Enormous changes are now coming out of the Third Plenary Session of the Communist Party, which took place in the fall of 2013. New leadership under Xi Jinping is made up primarily of municipal and provincial administrators with leadership and administrative experience at the municipal and provincial levels. They tend to understand the economy better than the central party bureaucrats who were the leaders before, and this shift creates business opportunities for foreigners attuned to the shift. The current leadership believes in more market participation and that business practices should be quasi-privatized, for lack of a better term.Changes in economic practices are gradually being announced that will bring about much greater market participation. Certain sectors, like healthcare, traffic management, pollution control, clean water, and food and pharmaceutical safety are going to be less tightly controlled.
If foreign companies doing business in China don't play close attention, they might not only miss out on valuable opportunities but find that they're misallocating capital, hiring the wrong people and not being strategic overall. - There's an explosion in popularization of culture due to media.
Apps and social media have completely transformed how young people live their lives and communicate in China. Like elsewhere in the world, Apple is a revolutionary force. The government has banned Facebook and Twitter for pretty obvious political reasons, but there are so many similar products in China that are enormously important, have flooded the market and were encouraged to develop by the government. It's in many ways just like it is in the U.S. It's just more startling because it's happened so quickly and so pervasively.
Weibo, for example, is like a combination of Facebook and Twitter. People live on it, chatting, telling their life stories, and talking about business. It can also be used to broadcast music and video. Every major American television show now is known by almost everybody in the cities along the east coast who was born after 1990.
There isn't Google in China, but there is Baidu, which is used the same way. WeChat, which uses voice, video, photos, and text, is used for business all the time. Also, it's important for foreigners doing business in China to understand that the Chinese don't really use email – they've moved on from it and rely more on instant messaging.
All of these things are important to know not just to understand the market, but also because they affect how you communicate with your employees.- While national markets have developed for things like social media, China remains made up of multiple markets.

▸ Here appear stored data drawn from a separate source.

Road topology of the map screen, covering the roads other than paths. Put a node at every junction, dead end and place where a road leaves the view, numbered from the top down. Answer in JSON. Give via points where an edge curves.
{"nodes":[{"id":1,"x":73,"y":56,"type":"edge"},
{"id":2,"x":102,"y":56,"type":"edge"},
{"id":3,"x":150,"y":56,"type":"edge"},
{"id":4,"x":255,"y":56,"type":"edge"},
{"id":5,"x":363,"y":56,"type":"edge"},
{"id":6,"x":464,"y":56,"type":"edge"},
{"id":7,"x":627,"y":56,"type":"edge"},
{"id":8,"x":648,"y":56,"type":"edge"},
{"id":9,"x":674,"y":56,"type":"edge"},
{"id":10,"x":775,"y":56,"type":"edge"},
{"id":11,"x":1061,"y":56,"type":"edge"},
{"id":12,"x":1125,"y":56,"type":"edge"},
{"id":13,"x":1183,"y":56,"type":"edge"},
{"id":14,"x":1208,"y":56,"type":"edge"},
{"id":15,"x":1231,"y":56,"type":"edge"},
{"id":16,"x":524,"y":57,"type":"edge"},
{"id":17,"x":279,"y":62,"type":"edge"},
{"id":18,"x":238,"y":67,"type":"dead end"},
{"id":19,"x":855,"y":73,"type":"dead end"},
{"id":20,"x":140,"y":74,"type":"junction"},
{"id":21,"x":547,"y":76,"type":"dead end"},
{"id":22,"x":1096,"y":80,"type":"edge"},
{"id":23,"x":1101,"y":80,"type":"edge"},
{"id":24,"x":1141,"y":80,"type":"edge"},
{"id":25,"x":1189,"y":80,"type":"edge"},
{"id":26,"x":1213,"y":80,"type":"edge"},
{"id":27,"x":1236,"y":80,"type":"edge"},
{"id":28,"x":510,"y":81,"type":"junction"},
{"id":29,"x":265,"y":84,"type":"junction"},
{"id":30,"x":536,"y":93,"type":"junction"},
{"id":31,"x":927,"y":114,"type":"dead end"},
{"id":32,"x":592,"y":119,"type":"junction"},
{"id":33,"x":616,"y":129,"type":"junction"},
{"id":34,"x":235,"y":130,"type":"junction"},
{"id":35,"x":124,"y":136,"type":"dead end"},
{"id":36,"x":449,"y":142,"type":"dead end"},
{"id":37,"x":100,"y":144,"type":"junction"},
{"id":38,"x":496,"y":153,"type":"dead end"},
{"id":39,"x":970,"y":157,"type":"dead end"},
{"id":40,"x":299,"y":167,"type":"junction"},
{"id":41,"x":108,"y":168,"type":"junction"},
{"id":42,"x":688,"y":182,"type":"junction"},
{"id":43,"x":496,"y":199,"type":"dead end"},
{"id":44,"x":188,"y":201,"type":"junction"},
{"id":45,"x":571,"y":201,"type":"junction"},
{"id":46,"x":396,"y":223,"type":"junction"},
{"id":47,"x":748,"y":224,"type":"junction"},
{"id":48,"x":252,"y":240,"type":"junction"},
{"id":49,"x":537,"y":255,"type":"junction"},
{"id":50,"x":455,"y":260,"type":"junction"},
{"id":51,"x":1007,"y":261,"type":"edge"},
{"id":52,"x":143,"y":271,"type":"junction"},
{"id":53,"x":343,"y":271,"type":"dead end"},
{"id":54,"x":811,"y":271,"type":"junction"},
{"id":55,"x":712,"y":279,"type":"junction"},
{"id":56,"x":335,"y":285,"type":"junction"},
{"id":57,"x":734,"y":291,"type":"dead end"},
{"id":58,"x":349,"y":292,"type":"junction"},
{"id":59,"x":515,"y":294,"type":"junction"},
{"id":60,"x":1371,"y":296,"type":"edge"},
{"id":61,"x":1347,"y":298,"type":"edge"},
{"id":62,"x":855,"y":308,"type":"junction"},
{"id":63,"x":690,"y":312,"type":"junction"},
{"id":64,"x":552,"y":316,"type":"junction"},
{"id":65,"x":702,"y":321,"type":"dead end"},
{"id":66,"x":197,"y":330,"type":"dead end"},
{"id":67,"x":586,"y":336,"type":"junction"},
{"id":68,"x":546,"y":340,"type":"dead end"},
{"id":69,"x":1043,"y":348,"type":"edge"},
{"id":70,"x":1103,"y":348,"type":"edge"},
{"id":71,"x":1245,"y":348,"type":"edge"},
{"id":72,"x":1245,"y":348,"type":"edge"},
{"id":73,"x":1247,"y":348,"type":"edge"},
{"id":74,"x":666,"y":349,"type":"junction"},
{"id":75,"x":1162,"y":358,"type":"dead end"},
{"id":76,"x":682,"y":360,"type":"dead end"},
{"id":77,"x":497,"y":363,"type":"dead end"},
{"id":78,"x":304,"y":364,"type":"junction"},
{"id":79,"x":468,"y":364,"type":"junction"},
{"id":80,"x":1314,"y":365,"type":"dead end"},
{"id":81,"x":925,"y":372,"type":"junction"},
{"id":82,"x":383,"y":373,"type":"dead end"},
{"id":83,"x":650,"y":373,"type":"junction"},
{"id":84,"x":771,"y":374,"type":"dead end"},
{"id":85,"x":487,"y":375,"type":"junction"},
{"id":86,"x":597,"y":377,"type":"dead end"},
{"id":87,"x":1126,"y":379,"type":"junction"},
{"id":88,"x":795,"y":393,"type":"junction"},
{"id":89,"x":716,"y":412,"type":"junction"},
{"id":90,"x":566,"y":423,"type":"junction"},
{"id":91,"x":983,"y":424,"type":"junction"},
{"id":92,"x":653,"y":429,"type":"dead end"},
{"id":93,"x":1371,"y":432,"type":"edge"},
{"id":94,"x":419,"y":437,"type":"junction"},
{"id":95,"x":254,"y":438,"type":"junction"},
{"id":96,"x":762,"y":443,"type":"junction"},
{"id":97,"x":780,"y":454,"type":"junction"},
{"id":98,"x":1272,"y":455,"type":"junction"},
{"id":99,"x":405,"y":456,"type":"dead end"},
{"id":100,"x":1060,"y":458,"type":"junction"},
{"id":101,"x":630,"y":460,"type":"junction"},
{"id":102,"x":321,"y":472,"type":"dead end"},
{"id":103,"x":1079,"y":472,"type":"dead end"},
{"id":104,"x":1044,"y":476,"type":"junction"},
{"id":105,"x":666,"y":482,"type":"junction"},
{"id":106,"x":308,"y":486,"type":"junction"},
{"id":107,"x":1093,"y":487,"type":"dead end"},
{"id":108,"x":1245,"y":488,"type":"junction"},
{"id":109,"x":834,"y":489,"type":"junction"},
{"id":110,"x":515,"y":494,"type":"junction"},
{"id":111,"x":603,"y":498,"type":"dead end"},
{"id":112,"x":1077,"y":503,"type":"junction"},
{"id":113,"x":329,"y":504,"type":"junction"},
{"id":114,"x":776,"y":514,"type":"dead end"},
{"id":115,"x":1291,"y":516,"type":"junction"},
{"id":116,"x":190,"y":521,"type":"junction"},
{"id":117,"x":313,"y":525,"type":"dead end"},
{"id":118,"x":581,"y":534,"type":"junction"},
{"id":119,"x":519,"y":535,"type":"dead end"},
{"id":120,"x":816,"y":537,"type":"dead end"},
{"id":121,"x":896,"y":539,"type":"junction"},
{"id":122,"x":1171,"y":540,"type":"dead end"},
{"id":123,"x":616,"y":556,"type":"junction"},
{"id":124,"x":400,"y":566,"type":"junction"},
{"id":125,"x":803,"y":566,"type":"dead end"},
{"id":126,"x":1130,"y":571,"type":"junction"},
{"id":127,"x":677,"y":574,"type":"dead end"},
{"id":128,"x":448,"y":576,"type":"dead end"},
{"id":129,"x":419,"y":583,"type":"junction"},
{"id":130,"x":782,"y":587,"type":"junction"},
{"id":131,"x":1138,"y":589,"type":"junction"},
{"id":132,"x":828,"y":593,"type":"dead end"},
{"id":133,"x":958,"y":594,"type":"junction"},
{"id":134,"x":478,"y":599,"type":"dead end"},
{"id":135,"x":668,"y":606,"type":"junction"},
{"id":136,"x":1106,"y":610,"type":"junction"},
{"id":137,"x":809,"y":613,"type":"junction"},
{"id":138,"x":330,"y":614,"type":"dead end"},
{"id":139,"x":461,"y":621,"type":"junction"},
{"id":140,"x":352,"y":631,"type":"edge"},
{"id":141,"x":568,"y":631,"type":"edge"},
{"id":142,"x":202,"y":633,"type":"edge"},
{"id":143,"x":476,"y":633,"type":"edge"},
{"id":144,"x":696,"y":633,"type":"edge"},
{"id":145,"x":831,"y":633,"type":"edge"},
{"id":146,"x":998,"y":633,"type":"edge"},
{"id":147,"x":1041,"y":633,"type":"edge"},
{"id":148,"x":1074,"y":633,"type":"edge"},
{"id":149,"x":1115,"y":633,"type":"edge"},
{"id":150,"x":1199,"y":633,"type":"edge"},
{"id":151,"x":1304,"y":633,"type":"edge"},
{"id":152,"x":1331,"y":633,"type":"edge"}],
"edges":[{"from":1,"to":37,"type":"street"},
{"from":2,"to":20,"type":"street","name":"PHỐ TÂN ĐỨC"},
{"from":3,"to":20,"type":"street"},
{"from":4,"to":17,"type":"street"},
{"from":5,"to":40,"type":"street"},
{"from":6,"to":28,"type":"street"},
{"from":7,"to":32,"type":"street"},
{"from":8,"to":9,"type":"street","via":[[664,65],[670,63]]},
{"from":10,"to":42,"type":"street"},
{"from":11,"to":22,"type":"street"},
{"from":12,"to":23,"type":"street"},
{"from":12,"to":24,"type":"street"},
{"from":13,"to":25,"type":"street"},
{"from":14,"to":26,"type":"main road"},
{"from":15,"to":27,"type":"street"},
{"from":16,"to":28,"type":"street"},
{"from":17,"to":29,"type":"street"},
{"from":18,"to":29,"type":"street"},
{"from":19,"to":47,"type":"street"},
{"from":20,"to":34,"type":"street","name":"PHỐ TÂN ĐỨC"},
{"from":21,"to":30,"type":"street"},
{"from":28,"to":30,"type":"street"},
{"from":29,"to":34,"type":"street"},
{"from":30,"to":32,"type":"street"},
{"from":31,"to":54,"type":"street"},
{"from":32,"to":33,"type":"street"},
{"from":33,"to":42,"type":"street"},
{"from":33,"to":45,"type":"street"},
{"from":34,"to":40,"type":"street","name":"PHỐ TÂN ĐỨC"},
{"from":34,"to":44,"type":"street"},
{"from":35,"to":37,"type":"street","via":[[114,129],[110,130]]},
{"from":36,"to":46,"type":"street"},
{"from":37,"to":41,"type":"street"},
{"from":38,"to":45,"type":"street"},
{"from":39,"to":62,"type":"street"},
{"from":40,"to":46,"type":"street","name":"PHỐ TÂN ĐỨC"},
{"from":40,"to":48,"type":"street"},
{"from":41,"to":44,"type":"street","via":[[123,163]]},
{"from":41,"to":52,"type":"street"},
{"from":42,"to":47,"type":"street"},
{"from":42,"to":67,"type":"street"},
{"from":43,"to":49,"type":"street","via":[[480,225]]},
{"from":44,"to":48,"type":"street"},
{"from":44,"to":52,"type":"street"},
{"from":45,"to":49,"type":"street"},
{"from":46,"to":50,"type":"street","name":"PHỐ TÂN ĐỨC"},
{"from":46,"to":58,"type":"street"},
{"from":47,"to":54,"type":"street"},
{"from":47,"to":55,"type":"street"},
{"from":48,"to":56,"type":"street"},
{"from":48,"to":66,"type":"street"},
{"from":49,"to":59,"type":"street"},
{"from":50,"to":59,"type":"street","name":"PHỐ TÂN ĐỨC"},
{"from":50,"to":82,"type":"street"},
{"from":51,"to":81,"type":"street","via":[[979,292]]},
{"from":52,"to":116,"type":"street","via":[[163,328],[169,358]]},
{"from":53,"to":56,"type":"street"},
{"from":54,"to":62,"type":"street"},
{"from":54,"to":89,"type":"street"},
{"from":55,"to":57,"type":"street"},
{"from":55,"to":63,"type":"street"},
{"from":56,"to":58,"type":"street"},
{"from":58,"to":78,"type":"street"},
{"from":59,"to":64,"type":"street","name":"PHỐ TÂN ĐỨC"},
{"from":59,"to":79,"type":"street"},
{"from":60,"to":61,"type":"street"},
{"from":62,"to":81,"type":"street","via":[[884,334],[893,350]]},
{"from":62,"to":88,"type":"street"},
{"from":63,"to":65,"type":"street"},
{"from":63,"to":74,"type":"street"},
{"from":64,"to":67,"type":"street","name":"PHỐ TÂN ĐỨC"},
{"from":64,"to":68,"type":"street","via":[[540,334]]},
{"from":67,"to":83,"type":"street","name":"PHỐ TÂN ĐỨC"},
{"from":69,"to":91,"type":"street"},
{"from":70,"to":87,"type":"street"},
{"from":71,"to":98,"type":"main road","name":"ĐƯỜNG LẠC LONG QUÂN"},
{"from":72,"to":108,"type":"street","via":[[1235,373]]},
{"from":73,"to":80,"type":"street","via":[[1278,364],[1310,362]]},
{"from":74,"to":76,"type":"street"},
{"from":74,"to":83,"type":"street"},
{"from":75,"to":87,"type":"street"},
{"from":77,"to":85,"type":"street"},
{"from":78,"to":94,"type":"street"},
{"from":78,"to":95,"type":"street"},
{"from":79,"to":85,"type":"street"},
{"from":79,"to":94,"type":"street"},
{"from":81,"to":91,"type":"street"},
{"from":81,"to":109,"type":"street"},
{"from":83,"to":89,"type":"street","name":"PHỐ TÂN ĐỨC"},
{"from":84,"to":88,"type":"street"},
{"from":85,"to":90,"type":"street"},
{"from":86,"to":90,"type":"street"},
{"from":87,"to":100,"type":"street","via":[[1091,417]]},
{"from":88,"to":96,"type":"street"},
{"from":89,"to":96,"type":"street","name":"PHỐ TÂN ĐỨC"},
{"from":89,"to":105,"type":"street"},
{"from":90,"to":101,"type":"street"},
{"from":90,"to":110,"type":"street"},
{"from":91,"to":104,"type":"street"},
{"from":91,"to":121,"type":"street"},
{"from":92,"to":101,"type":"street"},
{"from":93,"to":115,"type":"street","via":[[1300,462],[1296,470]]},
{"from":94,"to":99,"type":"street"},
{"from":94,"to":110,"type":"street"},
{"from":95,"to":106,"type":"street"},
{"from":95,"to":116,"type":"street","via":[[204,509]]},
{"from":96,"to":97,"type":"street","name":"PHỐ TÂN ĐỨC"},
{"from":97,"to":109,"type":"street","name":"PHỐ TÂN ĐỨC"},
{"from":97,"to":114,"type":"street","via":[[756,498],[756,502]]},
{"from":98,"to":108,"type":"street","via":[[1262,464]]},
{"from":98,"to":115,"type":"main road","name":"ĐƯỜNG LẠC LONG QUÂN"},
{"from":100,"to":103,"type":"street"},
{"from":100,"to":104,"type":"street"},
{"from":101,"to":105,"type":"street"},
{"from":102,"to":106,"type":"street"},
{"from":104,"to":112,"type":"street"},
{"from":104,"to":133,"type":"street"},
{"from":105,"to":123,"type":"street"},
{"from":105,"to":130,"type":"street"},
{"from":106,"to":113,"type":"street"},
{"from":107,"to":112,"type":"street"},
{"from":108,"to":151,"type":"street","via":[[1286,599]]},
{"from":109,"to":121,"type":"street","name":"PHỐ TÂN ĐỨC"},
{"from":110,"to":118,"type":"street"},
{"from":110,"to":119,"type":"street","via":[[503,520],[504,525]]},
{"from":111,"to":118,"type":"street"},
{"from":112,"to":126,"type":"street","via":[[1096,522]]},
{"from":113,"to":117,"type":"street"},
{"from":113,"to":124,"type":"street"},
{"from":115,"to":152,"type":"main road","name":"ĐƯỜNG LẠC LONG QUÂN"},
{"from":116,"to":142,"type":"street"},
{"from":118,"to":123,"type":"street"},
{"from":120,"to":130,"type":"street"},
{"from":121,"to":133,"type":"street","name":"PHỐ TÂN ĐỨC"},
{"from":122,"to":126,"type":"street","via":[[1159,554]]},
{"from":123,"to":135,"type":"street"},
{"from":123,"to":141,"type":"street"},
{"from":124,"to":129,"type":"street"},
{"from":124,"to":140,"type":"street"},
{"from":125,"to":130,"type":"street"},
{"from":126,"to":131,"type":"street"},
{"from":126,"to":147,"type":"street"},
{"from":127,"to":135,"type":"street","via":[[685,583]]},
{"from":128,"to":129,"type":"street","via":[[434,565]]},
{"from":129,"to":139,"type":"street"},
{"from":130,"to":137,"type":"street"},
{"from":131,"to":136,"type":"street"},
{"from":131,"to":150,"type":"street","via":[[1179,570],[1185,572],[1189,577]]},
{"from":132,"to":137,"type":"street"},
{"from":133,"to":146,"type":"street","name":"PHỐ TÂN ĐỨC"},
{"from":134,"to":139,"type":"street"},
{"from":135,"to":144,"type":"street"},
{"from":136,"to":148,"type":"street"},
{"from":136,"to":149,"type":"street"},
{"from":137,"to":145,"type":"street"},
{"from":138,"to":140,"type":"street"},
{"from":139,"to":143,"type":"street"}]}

You always have to think of the market in China as multiple. There is, of course, the national market for some things, like social media. No matter where people are, they're talking about the same artists, musicians, lifestyles, and trends.
There are five or six major language groups in China, each one very different. A person speaking a local dialect won't be able to understand someone from another part of the country. The languages and local culture obviously determine tastes and buying habits.
Then there are multiple regional cultures, both "broad sweep" ones, like North China, and those that are specific to individual cities like Beijing or Shanghai. Regional cultures can have their own languages, their own stories, and their own buying habits. There are regional markets along the east coast, and those are often broken up by distributors and sub-distributors that follow the structure of the government and supply municipalities, local counties, and county-level cities. Then, there are provincial capitals.